- [HOW TO COMPLETE THIS TASK]:
The records below must be output exactly, without pictures.

Items from a data source:
________________________

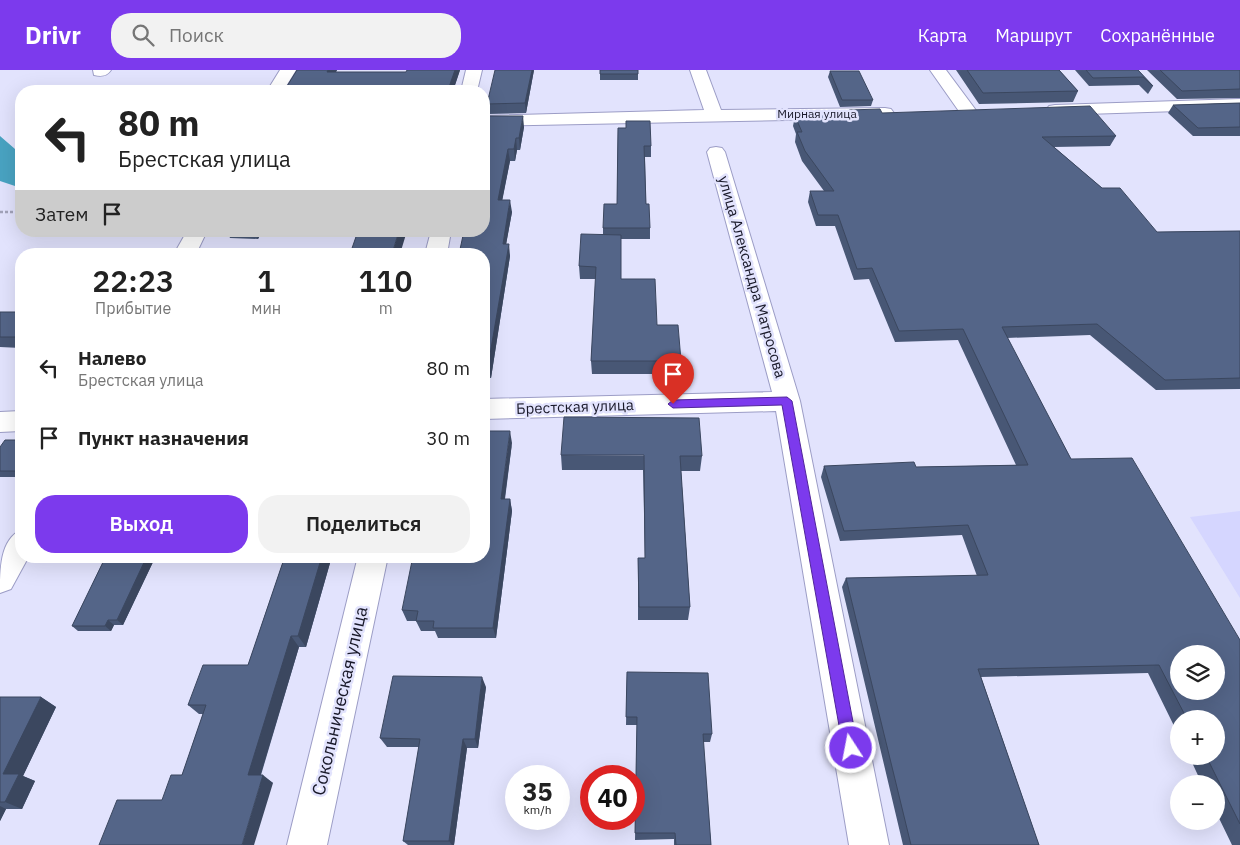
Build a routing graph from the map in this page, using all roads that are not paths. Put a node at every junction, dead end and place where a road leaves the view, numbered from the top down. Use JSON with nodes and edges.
{"nodes":[{"id":1,"x":288,"y":70,"type":"edge"},
{"id":2,"x":474,"y":70,"type":"edge"},
{"id":3,"x":698,"y":70,"type":"edge"},
{"id":4,"x":938,"y":70,"type":"edge"},
{"id":5,"x":279,"y":85,"type":"edge"},
{"id":6,"x":470,"y":85,"type":"edge"},
{"id":7,"x":1154,"y":88,"type":"edge"},
{"id":8,"x":1240,"y":104,"type":"edge"},
{"id":9,"x":1173,"y":107,"type":"junction"},
{"id":10,"x":1037,"y":111,"type":"edge"},
{"id":11,"x":989,"y":112,"type":"edge"},
{"id":12,"x":900,"y":113,"type":"edge"},
{"id":13,"x":950,"y":113,"type":"edge"},
{"id":14,"x":969,"y":113,"type":"junction"},
{"id":15,"x":714,"y":115,"type":"junction"},
{"id":16,"x":490,"y":121,"type":"edge"},
{"id":17,"x":716,"y":152,"type":"dead end"},
{"id":18,"x":787,"y":401,"type":"junction"},
{"id":19,"x":490,"y":409,"type":"edge"},
{"id":20,"x":15,"y":421,"type":"edge"},
{"id":21,"x":0,"y":422,"type":"edge"},
{"id":22,"x":15,"y":553,"type":"edge"},
{"id":23,"x":371,"y":563,"type":"edge"},
{"id":24,"x":0,"y":579,"type":"edge"},
{"id":25,"x":307,"y":845,"type":"edge"},
{"id":26,"x":868,"y":845,"type":"edge"}],
"edges":[{"from":1,"to":5,"type":"street"},
{"from":2,"to":6,"type":"street"},
{"from":3,"to":15,"type":"street"},
{"from":4,"to":14,"type":"street"},
{"from":7,"to":9,"type":"street"},
{"from":8,"to":9,"type":"street"},
{"from":9,"to":10,"type":"street"},
{"from":11,"to":14,"type":"street"},
{"from":12,"to":15,"type":"street","name":"Мирная улица"},
{"from":13,"to":14,"type":"street"},
{"from":15,"to":16,"type":"street","name":"Мирная улица"},
{"from":17,"to":18,"type":"street","name":"улица Александра Матросова"},
{"from":18,"to":19,"type":"street","name":"Брестская улица"},
{"from":18,"to":26,"type":"street","name":"улица Александра Матросова"},
{"from":20,"to":21,"type":"street"},
{"from":22,"to":24,"type":"street"},
{"from":23,"to":25,"type":"street","name":"Сокольническая улица"}]}
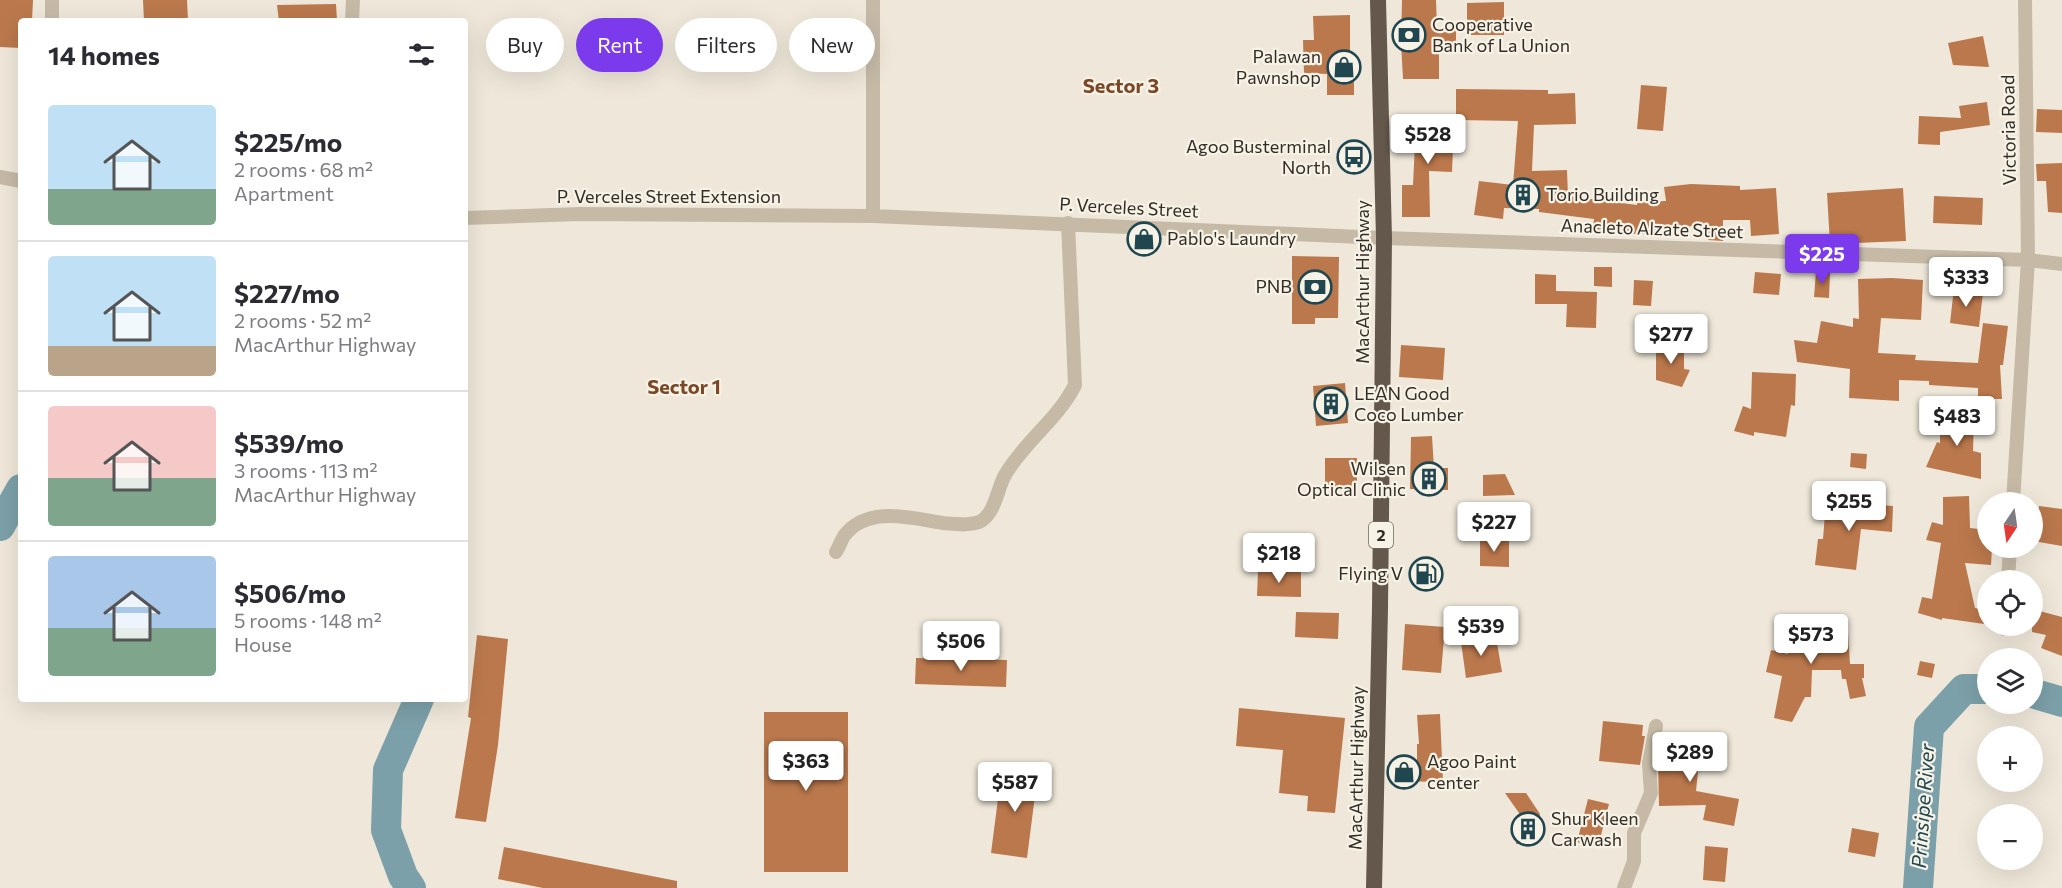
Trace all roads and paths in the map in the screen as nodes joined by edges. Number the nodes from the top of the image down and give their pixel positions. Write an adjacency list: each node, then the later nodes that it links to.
1 (52, 0): 6 (street)
2 (353, 0): 7 (street)
3 (873, 0): 10 (street)
4 (1378, 0): 13 (highway, MacArthur Highway / 2)
5 (2025, 0): 14 (street, Victoria Road)
6 (52, 18)
7 (352, 18)
8 (0, 177): 9 (street)
9 (18, 180)
10 (873, 216): 11 (street, P. Verceles Street Extension); 12 (street, P. Verceles Street)
11 (468, 218)
12 (1068, 223): 13 (street, P. Verceles Street); 17 (street)
13 (1384, 238): 14 (street, Anacleto Alzate Street); 19 (highway, MacArthur Highway / 2)
14 (2028, 260): 15 (street, Anacleto Alzate Street); 16 (street, Victoria Road)
15 (2062, 264)
16 (2014, 492)
17 (836, 552)
18 (1656, 726): 20 (street)
19 (1374, 888)
20 (1624, 888)

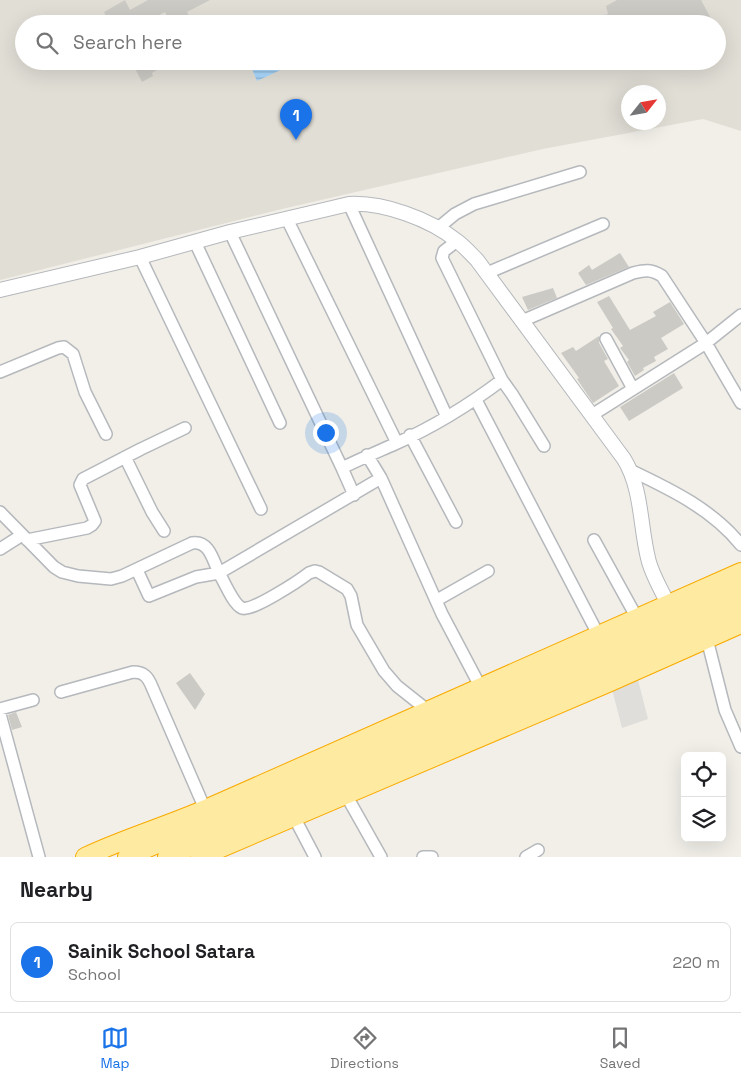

________________________

- [COMPLETED TASK]:
Build a routing graph from the map in this page, using all roads that are not paths. Put a node at every junction, dead end and place where a road leaves the view, numbered from the top down. Use JSON with nodes and edges.
{"nodes":[{"id":1,"x":288,"y":70,"type":"edge"},
{"id":2,"x":474,"y":70,"type":"edge"},
{"id":3,"x":698,"y":70,"type":"edge"},
{"id":4,"x":938,"y":70,"type":"edge"},
{"id":5,"x":279,"y":85,"type":"edge"},
{"id":6,"x":470,"y":85,"type":"edge"},
{"id":7,"x":1154,"y":88,"type":"edge"},
{"id":8,"x":1240,"y":104,"type":"edge"},
{"id":9,"x":1173,"y":107,"type":"junction"},
{"id":10,"x":1037,"y":111,"type":"edge"},
{"id":11,"x":989,"y":112,"type":"edge"},
{"id":12,"x":900,"y":113,"type":"edge"},
{"id":13,"x":950,"y":113,"type":"edge"},
{"id":14,"x":969,"y":113,"type":"junction"},
{"id":15,"x":714,"y":115,"type":"junction"},
{"id":16,"x":490,"y":121,"type":"edge"},
{"id":17,"x":716,"y":152,"type":"dead end"},
{"id":18,"x":787,"y":401,"type":"junction"},
{"id":19,"x":490,"y":409,"type":"edge"},
{"id":20,"x":15,"y":421,"type":"edge"},
{"id":21,"x":0,"y":422,"type":"edge"},
{"id":22,"x":15,"y":553,"type":"edge"},
{"id":23,"x":371,"y":563,"type":"edge"},
{"id":24,"x":0,"y":579,"type":"edge"},
{"id":25,"x":307,"y":845,"type":"edge"},
{"id":26,"x":868,"y":845,"type":"edge"}],
"edges":[{"from":1,"to":5,"type":"street"},
{"from":2,"to":6,"type":"street"},
{"from":3,"to":15,"type":"street"},
{"from":4,"to":14,"type":"street"},
{"from":7,"to":9,"type":"street"},
{"from":8,"to":9,"type":"street"},
{"from":9,"to":10,"type":"street"},
{"from":11,"to":14,"type":"street"},
{"from":12,"to":15,"type":"street","name":"Мирная улица"},
{"from":13,"to":14,"type":"street"},
{"from":15,"to":16,"type":"street","name":"Мирная улица"},
{"from":17,"to":18,"type":"street","name":"улица Александра Матросова"},
{"from":18,"to":19,"type":"street","name":"Брестская улица"},
{"from":18,"to":26,"type":"street","name":"улица Александра Матросова"},
{"from":20,"to":21,"type":"street"},
{"from":22,"to":24,"type":"street"},
{"from":23,"to":25,"type":"street","name":"Сокольническая улица"}]}
Trace all roads and paths in the map in the screen as nodes joined by edges. Number the nodes from the top of the image down and give their pixel positions. Write an adjacency list: each node, then the later nodes that it links to.
1 (52, 0): 6 (street)
2 (353, 0): 7 (street)
3 (873, 0): 10 (street)
4 (1378, 0): 13 (highway, MacArthur Highway / 2)
5 (2025, 0): 14 (street, Victoria Road)
6 (52, 18)
7 (352, 18)
8 (0, 177): 9 (street)
9 (18, 180)
10 (873, 216): 11 (street, P. Verceles Street Extension); 12 (street, P. Verceles Street)
11 (468, 218)
12 (1068, 223): 13 (street, P. Verceles Street); 17 (street)
13 (1384, 238): 14 (street, Anacleto Alzate Street); 19 (highway, MacArthur Highway / 2)
14 (2028, 260): 15 (street, Anacleto Alzate Street); 16 (street, Victoria Road)
15 (2062, 264)
16 (2014, 492)
17 (836, 552)
18 (1656, 726): 20 (street)
19 (1374, 888)
20 (1624, 888)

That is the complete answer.